Every plate we served, save for the belgian waffles towering with whipped cream and the slender slices of pie, was served with a garnish: one piece of curly green kale and one thin orange slice. The kale sat rinsed and chopped into aesthetically-appropriate hunks in a white gallon bucket next to the serving line. And every plate of food we served, save for the belgian waffles towering with whipped cream and the slender slices of pie, came back to the dishwasher with one appropriately-sized hunk of raw, green kale. This routine we repeated, on every plate, every day, for years, without ever giving it a second thought.
Until one day, a little boy inquired as I set his plate of chicken fingers and french fries in front of him: “Is this thing edible?”, holding the adornment aloft. “Ummmm, I don’t know. Let me find out.” Back to the kitchen, where I was met with a series of white-coated shoulder shrugs. “I guess you could but I don’t know why you’d want to.” I popped a piece in my mouth for good measure and shook my head in a grimace – not exactly what I’d call “edible”.
And this was everything I knew about kale. Until I got to college and discovered kale lightly sauteed with lemon, balsamic vinegar kale with slivered almonds, and raw massaged kale salad. Until I discovered that the favorite food of yogis and Vermonters was not just a plate garnish, after all. All of this is to say that I just made dinner and it was delicious. And it was cheap. And it had kale in it. So, I thought I’d share it with y’all.
Ravioli, tossed in vodka sauce, on a bed of prosciutto, kale, and pan-roasted cherry tomatoes.
Sounds fancy, right? And expensive. Fortunately, looks can be deceiving. In addition to being delicious, the second and third best parts of this meal were that it took less than 20 minutes and cost about $2. Make this dish when cherry tomatoes are on sale, and vodka sauce, and really – I promise – you only need the tiniest bit of proscuitto.
Recipe (for one, because I’m a single grad-school gal):
A handful of frozen cheese ravioli (6 or 7)
A little less than an ounce of prosciutto, minced
A few leafs of kale, ribs removed, sliced very thin
A small handful of cherry tomatoes, halved
About 1/4c of vodka sauce, enough to coat the ravioli
A dash of italian cheese, if you like
Put your water on to boil and heat a small amount of oil (olive, grapeseed, canola, whatever is on hand) in a skillet. Throw in your minced prosciutto and saute over medium heat for a minute or two. Add your kale, cooking until it starts to become tender and the bright green color comes out. Push to the side of your skillet and throw in your halved cherry tomatoes, sprinkling them with salt, pepper, crushed red pepper, and anything else your heart desires. Once the skin on the tomatoes starts to blister or brown, mix everything together and put it on your plate.

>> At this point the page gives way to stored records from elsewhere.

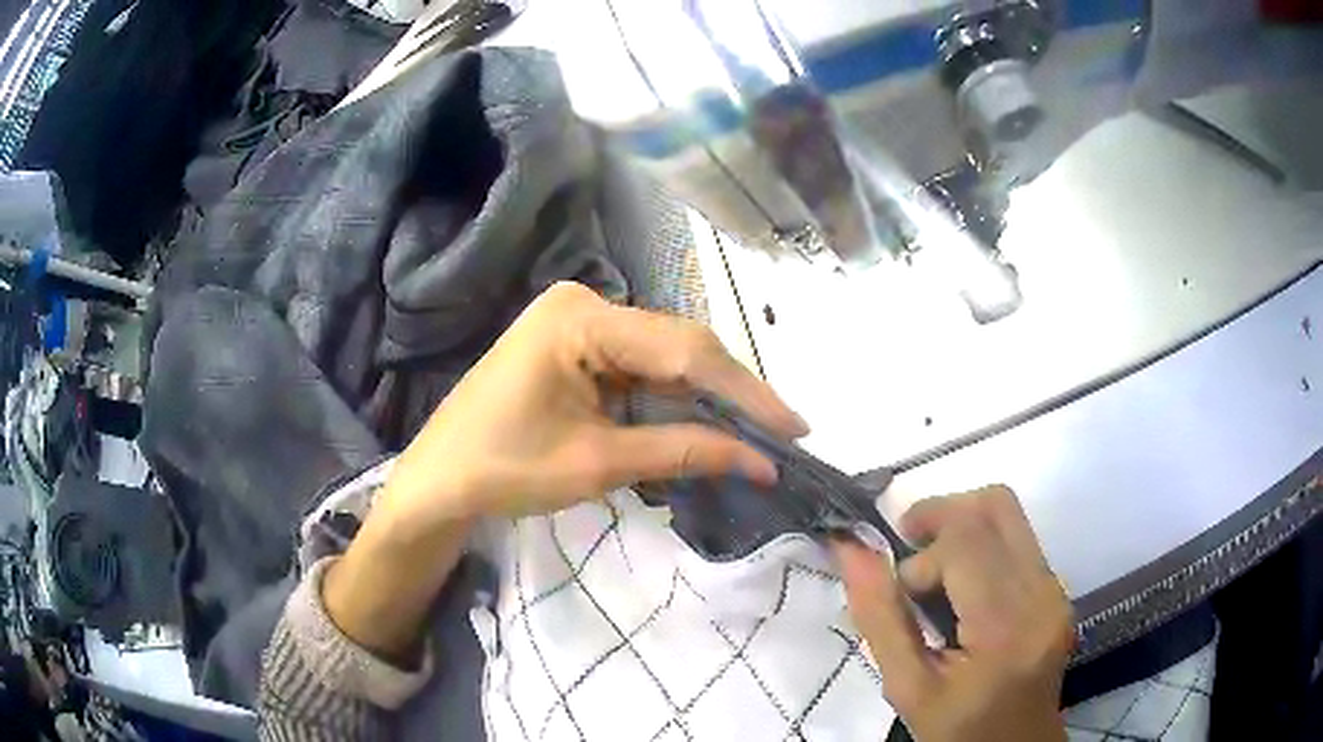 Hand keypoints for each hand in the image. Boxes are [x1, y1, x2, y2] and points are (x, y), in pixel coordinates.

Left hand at [326, 282, 806, 662]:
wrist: (439, 480)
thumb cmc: (503, 469)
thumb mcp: (599, 463)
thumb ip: (684, 451)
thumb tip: (760, 460)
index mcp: (582, 318)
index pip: (684, 350)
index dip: (745, 392)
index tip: (793, 429)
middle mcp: (585, 302)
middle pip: (679, 347)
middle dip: (731, 395)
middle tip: (781, 436)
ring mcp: (580, 320)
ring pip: (664, 358)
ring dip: (706, 399)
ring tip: (755, 435)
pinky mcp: (577, 343)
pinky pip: (640, 368)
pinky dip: (672, 400)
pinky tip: (705, 423)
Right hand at [834, 486, 1072, 741]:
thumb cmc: (957, 729)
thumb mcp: (906, 688)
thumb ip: (880, 616)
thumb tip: (850, 547)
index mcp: (1005, 626)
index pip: (966, 539)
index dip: (921, 554)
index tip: (900, 593)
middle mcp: (1042, 592)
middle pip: (995, 505)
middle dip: (941, 516)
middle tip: (909, 552)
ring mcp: (1056, 587)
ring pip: (1007, 514)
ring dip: (961, 528)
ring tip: (933, 574)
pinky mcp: (1058, 588)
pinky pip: (1017, 538)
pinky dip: (980, 546)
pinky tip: (962, 591)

Meanwhile the water has come to boil, and you’ve thrown in the ravioli, which only takes three minutes to cook – because sometimes things are magic like that. The square pockets of pasta will start to rise to the top of the boil, to let you know they’re done. Strain ’em, throw ’em back in the still-hot pot, and toss to coat with vodka sauce. Pour over your kale mixture, top with a sprinkle of parm, and viola — delicious.
What makes this dish so good is its complementary flavors – the saltiness of the prosciutto, the richness of ricotta, the sweet flavor of roasted cherry tomatoes. In the right proportions the flavors complement each other, none overpowering the other.
Cheers, to a little Wednesday night indulgence and a plate full of edible kale. Happy eating!